Coal, Renewables

Compactor turns yard waste into coal substitute


COLUMBIA, Mo., Oct. 4, 2000 (St. Louis Post-Dispatch)—While developing a method for sending coal through a pipeline, pipeline researchers at the University of Missouri also discovered how to make logs of just about anything.

They found that if the compacting machine at the Capsule Pipeline Research Center in Columbia is loaded with yard waste or other biomass instead of coal, the result is a very compact biomass log that can be used in an ordinary coal-fired power plant to supplement its fuel.

“Fallen leaves, grass, yard waste — these things are very loose. You can’t just haul it to the power plant and put it in the boilers to burn,” said Henry Liu, director of the Pipeline Center.

To be usable in existing coal-burning plants, the biomass has to be as dense as coal and as easily transported. That’s where the Pipeline Center’s compactor comes in.

Once crushed and ground into burnable powder, the yard-waste logs also burn about as well as coal — with “roughly the same heating value as Wyoming coal,” Liu says.
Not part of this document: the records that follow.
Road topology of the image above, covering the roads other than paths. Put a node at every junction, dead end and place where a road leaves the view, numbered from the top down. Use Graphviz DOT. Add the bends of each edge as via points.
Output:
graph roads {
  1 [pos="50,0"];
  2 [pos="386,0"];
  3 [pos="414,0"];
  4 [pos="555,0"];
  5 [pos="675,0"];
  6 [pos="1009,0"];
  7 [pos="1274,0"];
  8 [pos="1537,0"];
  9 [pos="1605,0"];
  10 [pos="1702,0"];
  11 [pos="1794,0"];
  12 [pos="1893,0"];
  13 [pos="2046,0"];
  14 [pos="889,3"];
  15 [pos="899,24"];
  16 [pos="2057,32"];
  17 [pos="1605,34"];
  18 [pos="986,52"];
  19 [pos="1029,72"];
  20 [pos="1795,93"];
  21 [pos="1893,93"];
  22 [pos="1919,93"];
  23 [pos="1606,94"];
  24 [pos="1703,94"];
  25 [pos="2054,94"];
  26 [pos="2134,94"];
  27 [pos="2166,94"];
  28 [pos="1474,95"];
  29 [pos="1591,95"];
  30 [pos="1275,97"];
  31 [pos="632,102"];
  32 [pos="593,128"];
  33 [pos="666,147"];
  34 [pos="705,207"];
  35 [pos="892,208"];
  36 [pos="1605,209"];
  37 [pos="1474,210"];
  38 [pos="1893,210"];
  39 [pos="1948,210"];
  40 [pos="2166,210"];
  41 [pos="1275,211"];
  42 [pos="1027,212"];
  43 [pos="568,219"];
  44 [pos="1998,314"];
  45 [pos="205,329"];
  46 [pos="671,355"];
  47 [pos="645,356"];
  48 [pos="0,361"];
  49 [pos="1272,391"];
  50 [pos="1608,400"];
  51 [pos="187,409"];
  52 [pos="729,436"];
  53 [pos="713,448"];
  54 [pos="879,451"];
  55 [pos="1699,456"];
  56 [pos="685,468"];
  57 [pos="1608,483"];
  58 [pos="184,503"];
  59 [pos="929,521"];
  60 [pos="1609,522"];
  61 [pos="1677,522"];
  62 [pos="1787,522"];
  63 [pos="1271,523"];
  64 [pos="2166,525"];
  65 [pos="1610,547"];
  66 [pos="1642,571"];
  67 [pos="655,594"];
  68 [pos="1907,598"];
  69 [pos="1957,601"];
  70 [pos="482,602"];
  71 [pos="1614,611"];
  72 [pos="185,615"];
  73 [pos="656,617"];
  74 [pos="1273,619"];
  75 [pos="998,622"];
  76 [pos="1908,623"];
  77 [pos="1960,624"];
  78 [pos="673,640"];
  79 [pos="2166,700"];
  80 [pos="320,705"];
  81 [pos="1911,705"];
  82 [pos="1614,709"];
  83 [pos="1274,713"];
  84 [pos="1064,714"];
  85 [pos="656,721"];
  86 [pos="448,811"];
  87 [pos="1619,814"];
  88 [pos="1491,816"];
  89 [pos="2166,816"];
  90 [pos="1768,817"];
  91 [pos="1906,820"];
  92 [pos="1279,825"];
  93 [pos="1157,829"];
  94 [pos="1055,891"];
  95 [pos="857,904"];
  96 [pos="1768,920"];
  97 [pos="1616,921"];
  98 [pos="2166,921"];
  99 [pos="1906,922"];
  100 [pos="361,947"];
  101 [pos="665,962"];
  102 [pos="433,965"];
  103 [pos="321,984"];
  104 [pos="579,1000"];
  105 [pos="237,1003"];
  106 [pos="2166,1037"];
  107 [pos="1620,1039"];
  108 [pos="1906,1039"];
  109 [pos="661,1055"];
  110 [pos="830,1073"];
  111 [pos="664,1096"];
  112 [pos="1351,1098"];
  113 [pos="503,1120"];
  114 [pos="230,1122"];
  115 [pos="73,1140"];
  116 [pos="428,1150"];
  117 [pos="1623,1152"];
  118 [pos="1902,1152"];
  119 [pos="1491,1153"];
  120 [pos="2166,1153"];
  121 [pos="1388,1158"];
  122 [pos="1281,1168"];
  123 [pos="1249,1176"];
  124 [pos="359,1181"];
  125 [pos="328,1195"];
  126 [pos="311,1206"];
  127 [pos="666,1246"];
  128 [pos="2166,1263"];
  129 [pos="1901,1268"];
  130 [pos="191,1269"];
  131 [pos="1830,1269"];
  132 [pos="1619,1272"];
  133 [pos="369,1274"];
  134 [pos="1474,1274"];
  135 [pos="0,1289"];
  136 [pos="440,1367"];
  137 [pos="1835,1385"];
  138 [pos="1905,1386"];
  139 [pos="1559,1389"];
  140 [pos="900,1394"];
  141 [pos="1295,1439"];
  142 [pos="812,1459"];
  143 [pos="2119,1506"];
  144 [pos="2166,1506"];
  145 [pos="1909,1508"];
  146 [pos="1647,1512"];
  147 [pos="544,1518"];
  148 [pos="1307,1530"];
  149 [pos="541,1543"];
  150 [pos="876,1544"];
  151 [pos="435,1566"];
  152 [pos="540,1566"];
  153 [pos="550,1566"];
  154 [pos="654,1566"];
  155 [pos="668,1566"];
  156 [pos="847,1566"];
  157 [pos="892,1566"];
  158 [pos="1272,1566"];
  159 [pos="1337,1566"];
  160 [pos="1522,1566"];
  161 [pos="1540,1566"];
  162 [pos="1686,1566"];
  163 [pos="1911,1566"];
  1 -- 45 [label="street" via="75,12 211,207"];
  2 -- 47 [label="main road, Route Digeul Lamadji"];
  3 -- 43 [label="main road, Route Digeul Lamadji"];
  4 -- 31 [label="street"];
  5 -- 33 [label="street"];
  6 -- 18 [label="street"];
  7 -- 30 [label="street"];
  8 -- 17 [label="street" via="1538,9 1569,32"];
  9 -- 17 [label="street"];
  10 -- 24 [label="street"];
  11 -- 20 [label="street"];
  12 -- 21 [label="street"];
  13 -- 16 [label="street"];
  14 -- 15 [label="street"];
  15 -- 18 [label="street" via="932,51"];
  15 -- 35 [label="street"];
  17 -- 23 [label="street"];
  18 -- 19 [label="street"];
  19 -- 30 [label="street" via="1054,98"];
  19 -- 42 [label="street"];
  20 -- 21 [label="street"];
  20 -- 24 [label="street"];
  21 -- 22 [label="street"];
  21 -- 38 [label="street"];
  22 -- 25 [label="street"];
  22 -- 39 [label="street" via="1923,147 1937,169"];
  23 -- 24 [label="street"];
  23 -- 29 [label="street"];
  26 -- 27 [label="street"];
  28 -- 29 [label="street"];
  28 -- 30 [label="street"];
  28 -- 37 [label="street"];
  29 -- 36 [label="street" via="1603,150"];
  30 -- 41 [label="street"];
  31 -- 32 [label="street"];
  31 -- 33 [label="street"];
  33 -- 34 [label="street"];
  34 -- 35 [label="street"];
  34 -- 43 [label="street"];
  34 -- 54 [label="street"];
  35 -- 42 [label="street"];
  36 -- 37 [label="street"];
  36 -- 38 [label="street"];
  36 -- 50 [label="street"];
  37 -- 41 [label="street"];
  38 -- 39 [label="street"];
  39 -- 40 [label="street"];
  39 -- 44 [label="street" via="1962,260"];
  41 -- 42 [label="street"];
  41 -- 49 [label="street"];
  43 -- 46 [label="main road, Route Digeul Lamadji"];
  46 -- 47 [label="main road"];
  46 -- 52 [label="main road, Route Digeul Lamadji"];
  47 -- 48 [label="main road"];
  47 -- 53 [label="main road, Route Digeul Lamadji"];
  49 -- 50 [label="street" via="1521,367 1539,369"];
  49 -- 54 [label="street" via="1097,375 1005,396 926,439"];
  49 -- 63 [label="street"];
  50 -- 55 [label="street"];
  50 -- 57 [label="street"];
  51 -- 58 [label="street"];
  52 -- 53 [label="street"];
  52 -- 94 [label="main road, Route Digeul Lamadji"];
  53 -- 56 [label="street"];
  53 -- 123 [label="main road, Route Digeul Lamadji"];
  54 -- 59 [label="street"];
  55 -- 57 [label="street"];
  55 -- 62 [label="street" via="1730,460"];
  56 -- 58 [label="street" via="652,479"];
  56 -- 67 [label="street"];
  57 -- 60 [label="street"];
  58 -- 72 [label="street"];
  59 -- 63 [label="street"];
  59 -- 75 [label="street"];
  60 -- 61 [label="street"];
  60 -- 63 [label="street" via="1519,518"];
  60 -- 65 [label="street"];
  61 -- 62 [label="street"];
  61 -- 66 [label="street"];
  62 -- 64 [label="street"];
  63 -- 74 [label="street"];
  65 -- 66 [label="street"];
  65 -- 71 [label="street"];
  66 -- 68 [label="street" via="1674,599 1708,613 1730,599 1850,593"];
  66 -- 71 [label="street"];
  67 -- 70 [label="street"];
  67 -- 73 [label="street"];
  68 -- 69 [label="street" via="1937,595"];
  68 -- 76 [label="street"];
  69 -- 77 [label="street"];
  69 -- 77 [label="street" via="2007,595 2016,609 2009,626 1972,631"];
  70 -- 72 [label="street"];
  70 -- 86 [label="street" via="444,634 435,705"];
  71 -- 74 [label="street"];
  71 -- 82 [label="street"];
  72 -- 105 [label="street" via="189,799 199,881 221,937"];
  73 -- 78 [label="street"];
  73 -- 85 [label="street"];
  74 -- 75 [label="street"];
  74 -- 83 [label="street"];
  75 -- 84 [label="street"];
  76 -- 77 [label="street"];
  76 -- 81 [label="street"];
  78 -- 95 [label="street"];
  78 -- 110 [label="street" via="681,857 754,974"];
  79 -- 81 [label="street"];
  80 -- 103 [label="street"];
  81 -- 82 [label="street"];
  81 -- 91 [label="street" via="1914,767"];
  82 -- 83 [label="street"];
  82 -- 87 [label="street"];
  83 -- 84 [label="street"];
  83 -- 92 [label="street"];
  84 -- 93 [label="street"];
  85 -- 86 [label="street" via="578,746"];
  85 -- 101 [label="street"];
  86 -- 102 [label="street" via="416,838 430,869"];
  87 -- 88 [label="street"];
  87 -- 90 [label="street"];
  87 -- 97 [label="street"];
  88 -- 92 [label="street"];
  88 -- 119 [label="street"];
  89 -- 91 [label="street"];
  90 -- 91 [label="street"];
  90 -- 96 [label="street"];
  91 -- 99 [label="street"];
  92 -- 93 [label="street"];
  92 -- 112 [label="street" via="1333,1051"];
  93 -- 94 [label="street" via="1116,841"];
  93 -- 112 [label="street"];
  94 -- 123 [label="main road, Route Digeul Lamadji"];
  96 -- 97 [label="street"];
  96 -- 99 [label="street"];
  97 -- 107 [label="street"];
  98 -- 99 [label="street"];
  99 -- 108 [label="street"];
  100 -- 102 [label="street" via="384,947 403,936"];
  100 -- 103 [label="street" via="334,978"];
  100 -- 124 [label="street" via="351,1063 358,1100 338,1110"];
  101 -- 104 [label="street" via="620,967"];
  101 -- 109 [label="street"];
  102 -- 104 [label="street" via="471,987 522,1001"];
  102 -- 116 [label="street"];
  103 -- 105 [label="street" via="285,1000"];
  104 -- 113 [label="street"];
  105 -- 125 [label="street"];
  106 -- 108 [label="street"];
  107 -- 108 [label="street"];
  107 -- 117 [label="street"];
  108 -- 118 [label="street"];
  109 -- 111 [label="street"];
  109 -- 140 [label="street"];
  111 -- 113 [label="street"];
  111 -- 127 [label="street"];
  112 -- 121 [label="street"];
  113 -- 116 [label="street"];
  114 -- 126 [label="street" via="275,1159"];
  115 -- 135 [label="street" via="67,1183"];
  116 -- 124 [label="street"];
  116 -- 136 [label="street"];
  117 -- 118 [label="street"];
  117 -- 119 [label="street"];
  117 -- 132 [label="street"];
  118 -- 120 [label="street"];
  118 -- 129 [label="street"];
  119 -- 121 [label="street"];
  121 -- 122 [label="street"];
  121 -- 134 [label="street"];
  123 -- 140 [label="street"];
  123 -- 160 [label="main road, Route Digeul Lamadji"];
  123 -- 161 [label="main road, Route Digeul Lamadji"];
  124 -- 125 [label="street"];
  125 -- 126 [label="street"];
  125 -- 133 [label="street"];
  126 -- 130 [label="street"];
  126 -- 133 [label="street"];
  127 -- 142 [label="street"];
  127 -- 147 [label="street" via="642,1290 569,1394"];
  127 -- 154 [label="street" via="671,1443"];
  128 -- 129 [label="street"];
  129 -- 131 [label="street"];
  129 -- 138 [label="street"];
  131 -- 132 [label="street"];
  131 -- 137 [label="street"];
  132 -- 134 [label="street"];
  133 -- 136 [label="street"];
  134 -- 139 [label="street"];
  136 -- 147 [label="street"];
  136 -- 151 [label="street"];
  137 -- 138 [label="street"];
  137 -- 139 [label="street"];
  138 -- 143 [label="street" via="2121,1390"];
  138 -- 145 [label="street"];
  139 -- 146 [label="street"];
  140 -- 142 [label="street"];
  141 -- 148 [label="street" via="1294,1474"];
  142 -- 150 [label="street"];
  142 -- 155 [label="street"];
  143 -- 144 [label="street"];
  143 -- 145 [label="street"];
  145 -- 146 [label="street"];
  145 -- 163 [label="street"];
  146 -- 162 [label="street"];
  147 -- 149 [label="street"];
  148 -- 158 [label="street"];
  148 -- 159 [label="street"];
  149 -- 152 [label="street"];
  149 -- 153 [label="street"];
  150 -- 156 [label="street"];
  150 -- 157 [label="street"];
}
Several samples of these biomass logs sit in a conference room near Liu’s office in Columbia. Plain office paper has been compacted into a rock-solid slab six inches in diameter and two inches in length. A log made from sawdust has the consistency and texture of sandstone. And in a telling indication of the great force of the compacting machine, an ordinary 2-by-4 piece of lumber has been reshaped into a perfectly rounded cylinder of dark brown wood.

Burning biomass instead of digging coal out of the ground is much better for the environment, because biomass contains far less sulfur and other pollutants than coal, and because the carbon dioxide emitted by burning is readily reabsorbed into living plant life and soil, says Carl Maronde, project manager at the Department of Energy’s National Energy Technology Laboratory in Pittsburgh.

Maronde and the Department of Energy have expressed some interest in Liu’s log compactor because of its relatively low cost compared with other methods of compacting biomass, and because his logs are easy to transport.

“We have a direct interest in looking at the use of biomass for cofiring with coal,” Maronde said. “One of the advantages of the compacting technology by Dr. Liu is that you can save on transportation costs.

“People have used pelletization techniques, but that’s quite expensive. What attracted us to bio-logs is that you make a fairly large piece of biomass. There’s some major economy of scale in not having a lot of little pellets.”

Maronde also notes that, because Liu’s technology effectively turns garbage into fuel, it might prove to be a cheaper alternative to coal in some cases — a strong economic driver for more environmentally friendly power plants.

The primary weakness of Liu’s logs is that they are not resistant to water. Unlike coal, yard waste tends to absorb water quite well and can disintegrate in rain or other inclement weather.

Still, the Department of Energy remains somewhat optimistic, and is considering Liu’s log-compacting technology for an extended trial out of the lab.

If selected for such trials, Liu’s experiments should be completed within three years. Some other projects being considered by the Department of Energy for extended testing in this program are a technology that magnetically separates toxic mercury from coal; a method for recycling the unburned carbon in fly ash; and a composite fuel made from coal and sewage sludge.

For all this, Liu remains eager to point out that the biomass compactor is the very same machine he uses to compress coal for shipping by pipeline.

That’s the great thing about technology, he laughs: “You develop one thing and then it turns out that you can use it for many things you didn’t initially expect.”